Sunday, September 22, 2019

Off The Rails.


So my hubby still hasn't done anything with the balcony yet, still without a railing. I was leaning towards wrought iron, so regal and classy and estate-looking and you don't need to paint it, stain it, or weather-proof it and it lasts forver. There's this place just outside of town actually that does it so we looked into it, but oh, my God, we got an estimate and it would cost a whopping 5500$! No joke! Just to do the railing on the balcony on the second floor! We couldn't believe it! For obvious reasons that's out of the question so I had to look for other options so I went to RONA and I really like the wood railings seen above, with their fancy carved design (I like the artistic creative stuff, not the plain old boring stuff and most of the plain wood railing reminded me of a baby's crib bars) and they only cost 3$ each, which seems reasonable enough and so I got all excited as that seems reasonable enough.....until my hubby told me that we'll need around 90 of them.....making the cost add up to something like over 300$, still expensive, although much better than the iron.....
He told me to keep looking.


So then I found this.
This is a combination of both iron bars and wood and it has definition and style and it doesn't look like a crib. The price is less than the wooden ones I was looking at before and they're even so sale for 20$ off each one but of course they're all sold out here and you have to go all the way to their Toronto location ( a 2 HR drive each way) to get them at that price. So, it still remains undone and probably will be for months even though he should get it done before winter, and besides, where is he going to put up the Christmas lights with no balcony railing?

The 18 YR old doesn't like Vancouver either and is disappointed. It wasn't like she was hoping for or expecting. She thinks it's dirty, skuzzy and ghetto. That's too bad but I'm not surprised and that's what I was worried of knowing it has the highest crime rate in the country. I just hope that she does at least enjoy her course and does well and enjoys that, and I've lost so much weight lately too I can tell my arms and legs are much thinner now and my back fat is gone and for the past few days I've been so hungry my stomach even hurts and I don't know if it's due to some medical issue or I'm not getting enough food as we always run short/ out of food and I'm not getting enough to eat, or perhaps a combination, and my mother goes to the orthopedic clinic at the hospital this week too (that was fat! Usually it takes months to get in to see a specialist!) and I know what they're probably going to say: that her pain is just wear and tear of being old; that her bone has all just worn away from her knee and hip socket and she needs a knee and/or hip replacement but the problem is that she won't; she's stubborn and scared and refuses surgery of any kind as she's never had a General anesthesia before ( can you believe that? She's 78 years old! I've had it like 5 times so far in my life, and again in November with my upcoming surgery) and she's afraid she's not going to wake up. Yet if that's the issue without it the pain won't ever get better...so there you go....

It's been a really hard week for me, and also emotionally exhausting between my mother, worry about Buddy and my own mammogram results and plus taking on the added chores at home.

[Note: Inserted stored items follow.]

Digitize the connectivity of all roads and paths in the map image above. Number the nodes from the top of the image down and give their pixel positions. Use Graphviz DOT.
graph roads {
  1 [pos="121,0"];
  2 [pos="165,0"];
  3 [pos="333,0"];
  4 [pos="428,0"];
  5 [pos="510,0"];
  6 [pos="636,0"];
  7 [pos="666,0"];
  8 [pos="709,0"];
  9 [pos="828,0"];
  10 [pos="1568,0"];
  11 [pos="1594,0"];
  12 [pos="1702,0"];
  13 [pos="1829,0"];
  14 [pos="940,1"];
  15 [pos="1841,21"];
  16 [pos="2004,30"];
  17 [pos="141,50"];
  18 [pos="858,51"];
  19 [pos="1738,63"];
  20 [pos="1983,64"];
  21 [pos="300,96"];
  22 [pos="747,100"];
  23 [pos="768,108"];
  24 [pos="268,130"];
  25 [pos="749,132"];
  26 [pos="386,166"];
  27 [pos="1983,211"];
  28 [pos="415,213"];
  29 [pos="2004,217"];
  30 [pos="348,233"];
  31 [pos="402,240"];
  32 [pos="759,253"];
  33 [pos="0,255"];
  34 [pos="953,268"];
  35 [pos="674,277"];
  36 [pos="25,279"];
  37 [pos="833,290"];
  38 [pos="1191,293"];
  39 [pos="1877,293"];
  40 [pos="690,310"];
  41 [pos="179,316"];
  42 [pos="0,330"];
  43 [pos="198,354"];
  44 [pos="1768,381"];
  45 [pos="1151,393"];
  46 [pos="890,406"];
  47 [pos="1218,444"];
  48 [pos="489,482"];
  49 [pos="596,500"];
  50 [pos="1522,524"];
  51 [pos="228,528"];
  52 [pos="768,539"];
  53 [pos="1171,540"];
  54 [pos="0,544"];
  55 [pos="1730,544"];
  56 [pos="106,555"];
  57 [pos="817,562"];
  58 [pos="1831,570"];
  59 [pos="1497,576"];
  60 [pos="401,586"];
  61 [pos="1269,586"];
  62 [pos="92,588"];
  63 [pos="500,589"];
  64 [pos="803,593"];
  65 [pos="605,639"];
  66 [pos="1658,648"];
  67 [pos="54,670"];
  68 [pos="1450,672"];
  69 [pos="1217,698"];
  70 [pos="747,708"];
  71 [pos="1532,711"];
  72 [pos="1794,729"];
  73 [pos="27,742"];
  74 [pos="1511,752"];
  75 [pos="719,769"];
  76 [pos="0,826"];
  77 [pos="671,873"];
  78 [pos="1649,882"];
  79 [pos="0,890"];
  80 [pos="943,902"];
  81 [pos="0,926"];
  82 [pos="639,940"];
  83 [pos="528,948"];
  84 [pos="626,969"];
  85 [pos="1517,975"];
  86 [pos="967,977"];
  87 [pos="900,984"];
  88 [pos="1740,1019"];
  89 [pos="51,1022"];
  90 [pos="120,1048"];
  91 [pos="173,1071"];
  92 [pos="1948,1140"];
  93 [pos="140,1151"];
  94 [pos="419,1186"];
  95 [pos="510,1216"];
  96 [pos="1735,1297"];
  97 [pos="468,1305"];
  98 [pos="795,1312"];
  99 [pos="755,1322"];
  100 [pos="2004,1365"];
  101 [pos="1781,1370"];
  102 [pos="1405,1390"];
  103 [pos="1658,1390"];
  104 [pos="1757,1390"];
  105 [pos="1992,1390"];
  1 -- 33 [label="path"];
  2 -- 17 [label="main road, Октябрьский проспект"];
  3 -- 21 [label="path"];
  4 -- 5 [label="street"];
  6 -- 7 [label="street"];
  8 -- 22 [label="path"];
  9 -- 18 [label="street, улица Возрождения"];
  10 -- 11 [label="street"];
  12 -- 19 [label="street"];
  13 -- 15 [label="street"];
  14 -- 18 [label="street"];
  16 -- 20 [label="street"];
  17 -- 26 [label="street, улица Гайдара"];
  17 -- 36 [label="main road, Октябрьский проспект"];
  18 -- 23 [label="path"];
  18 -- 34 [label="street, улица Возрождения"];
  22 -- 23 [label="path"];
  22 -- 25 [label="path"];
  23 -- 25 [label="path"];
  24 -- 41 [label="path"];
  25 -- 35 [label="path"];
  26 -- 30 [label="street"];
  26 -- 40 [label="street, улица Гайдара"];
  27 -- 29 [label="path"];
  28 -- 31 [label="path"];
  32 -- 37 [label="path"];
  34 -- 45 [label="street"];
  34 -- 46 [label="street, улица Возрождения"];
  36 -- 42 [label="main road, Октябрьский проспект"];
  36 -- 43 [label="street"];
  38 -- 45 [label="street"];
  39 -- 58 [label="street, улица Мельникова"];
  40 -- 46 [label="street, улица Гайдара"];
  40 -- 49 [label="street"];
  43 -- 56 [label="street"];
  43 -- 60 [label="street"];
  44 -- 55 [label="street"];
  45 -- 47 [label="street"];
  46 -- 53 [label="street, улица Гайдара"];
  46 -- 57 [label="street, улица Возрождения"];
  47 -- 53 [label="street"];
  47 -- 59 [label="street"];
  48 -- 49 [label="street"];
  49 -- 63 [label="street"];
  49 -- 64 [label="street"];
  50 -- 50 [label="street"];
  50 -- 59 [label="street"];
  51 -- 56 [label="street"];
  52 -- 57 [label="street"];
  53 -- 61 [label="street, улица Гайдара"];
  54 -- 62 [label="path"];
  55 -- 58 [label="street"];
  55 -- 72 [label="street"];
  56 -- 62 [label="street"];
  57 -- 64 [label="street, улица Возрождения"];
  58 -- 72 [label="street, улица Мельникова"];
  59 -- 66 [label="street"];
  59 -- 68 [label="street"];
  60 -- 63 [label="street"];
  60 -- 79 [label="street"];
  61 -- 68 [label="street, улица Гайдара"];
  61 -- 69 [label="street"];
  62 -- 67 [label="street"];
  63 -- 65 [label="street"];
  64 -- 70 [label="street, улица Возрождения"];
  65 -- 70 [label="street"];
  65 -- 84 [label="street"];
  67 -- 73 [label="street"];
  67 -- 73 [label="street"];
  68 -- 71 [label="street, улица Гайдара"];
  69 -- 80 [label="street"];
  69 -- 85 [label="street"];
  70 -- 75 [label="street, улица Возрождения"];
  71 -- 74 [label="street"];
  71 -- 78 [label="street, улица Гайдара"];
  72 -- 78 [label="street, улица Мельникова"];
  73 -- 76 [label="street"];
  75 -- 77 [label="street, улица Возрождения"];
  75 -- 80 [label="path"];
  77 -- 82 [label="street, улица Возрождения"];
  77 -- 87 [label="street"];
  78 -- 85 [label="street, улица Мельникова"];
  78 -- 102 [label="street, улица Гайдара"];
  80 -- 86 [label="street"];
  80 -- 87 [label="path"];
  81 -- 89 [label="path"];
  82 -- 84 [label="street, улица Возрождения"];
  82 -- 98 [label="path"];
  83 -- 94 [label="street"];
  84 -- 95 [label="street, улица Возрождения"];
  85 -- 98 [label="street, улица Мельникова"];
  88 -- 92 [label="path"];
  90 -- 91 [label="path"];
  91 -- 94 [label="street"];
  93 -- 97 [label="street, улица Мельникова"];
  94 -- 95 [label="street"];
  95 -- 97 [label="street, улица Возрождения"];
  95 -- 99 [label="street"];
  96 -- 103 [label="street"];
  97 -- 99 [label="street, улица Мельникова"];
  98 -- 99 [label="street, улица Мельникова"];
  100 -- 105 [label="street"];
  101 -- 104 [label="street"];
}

It's just overwhelming and I'm having a hard time dealing with my mother's sudden decline and helplessness too; it's hard for me to accept and for me to watch and to see, it's appalling how she reeks of piss and won't do anything for herself and acts like an infant, I just can't deal with this; it's all just too much.....the good news though is my weed did finally come later Friday so that's some solace at least....and I still have Buddy with me.